LETTER: Times on the ocean waves

By Admin | 09/05/2019

LETTER: Times on the ocean waves

AS an island nation the sea is in our blood. Wherever we live we are never more than 70 miles from the sea. Here in Rotherham a two hour drive can take us anywhere on the east coast from Scarborough to Skegness and on the west coast from Rhyl (Wales) to Morecambe!

If anyone feels down, a look back at happy memories by the sea is an uplifting  tonic!

I love the sea. The paddle steamer Waverley, a splendid two funnelled paddler, the last sea going paddle steamer in the world, still runs day cruises on the Clyde, Bristol channel, the south coast and the south east between April and October.

It operates from each of these areas during the season, bringing back memories of the heyday of the paddlers. The Waverley and a river paddler called Kingswear Castle, which operates on the river Dart between Dartmouth and Totnes during the summer season, are owned by the Paddlers Steamer Preservation Society. I have happy memories on both.

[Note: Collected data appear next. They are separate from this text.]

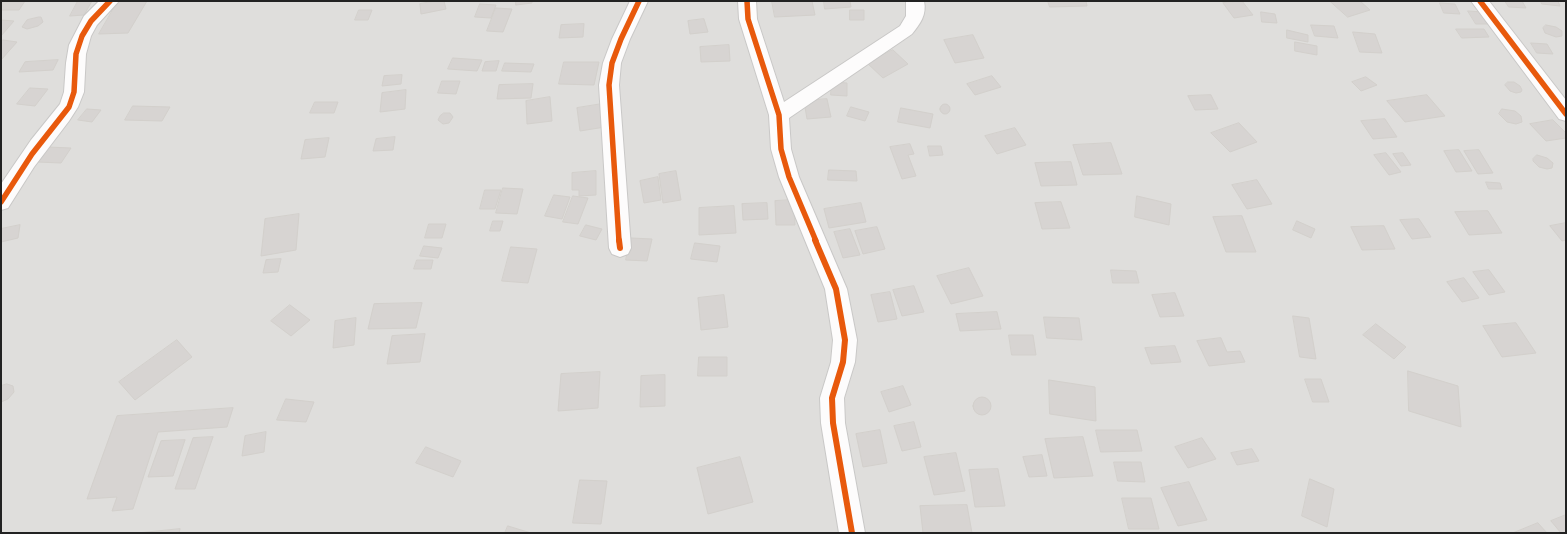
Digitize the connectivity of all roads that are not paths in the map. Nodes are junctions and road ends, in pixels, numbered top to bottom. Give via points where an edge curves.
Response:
1 (110, 1) edge
2 (639, 1) edge
3 (747, 1) edge
4 (915, 1) edge
5 (1480, 1) edge
6 (1566, 114) edge
7 (779, 115) junction
8 (1, 202) edge
9 (620, 248) dead end
10 (852, 533) edge

1 - 8 street via 91,20 78,44 76,84 71,102 24,165
2 - 9 street via 612,63 609,85
3 - 7 street via 748,20
4 - 7 street via 915,17 906,30
5 - 6 street
7 - 10 street via 781,148 789,177 836,289 845,340 843,362 832,398 833,422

The motor vessel Balmoral, which is a  traditional cruise ship operated by white funnel steamers, operates mainly on the Bristol Channel in July and August  but runs cruises in other coastal areas from May to October including North Wales.

The last time I went on it was from Scarborough along the coast to Bridlington bay and back, turning opposite Bridlington’s Expanse hotel. Scarborough’s Coronia and Regal Lady were small compared to Balmoral which like the Waverley had restaurants, bar and gift shop on board.

I went on it many years ago from Ilfracombe to Lundy Island. The sea was rough, on board were a party of school children, the junior school children were seasick, vomiting over the side, and down below the portholes were covered in it. One boy however was not sick, he looked slightly off colour but I sat next to him engaging him in conversation to take his mind off it and it worked.

The steamship Shieldhall operates out of Southampton. A traditional style cargo ship now in preservation, takes passengers on trips including around the Isle of White. Passengers were allowed onto the bridge and wheelhouse. It’s a large vessel with a restaurant and gift shop. As it has been adapted to carry passengers. in the wheelhouse I had to ask if I could take the wheel.

I was allowed to stand behind it and steer. The captain’s view from the wheelhouse and bridge was a great experience, standing with the crew and through that experience it showed me how difficult it was for the crew of the Titanic to turn the ships. They don’t turn like a car on tarmac, the turning of a ship is  low and wide, and you must have enough clearance, especially for a large ship.

The Shiledhall, like the Titanic, is operated by the same style of steam engines except using oil instead of coal. I, with my son, pulled on the rope that blew the steam’s whistle! Another steam experience was driving and firing a steam engine on the Swanage railway.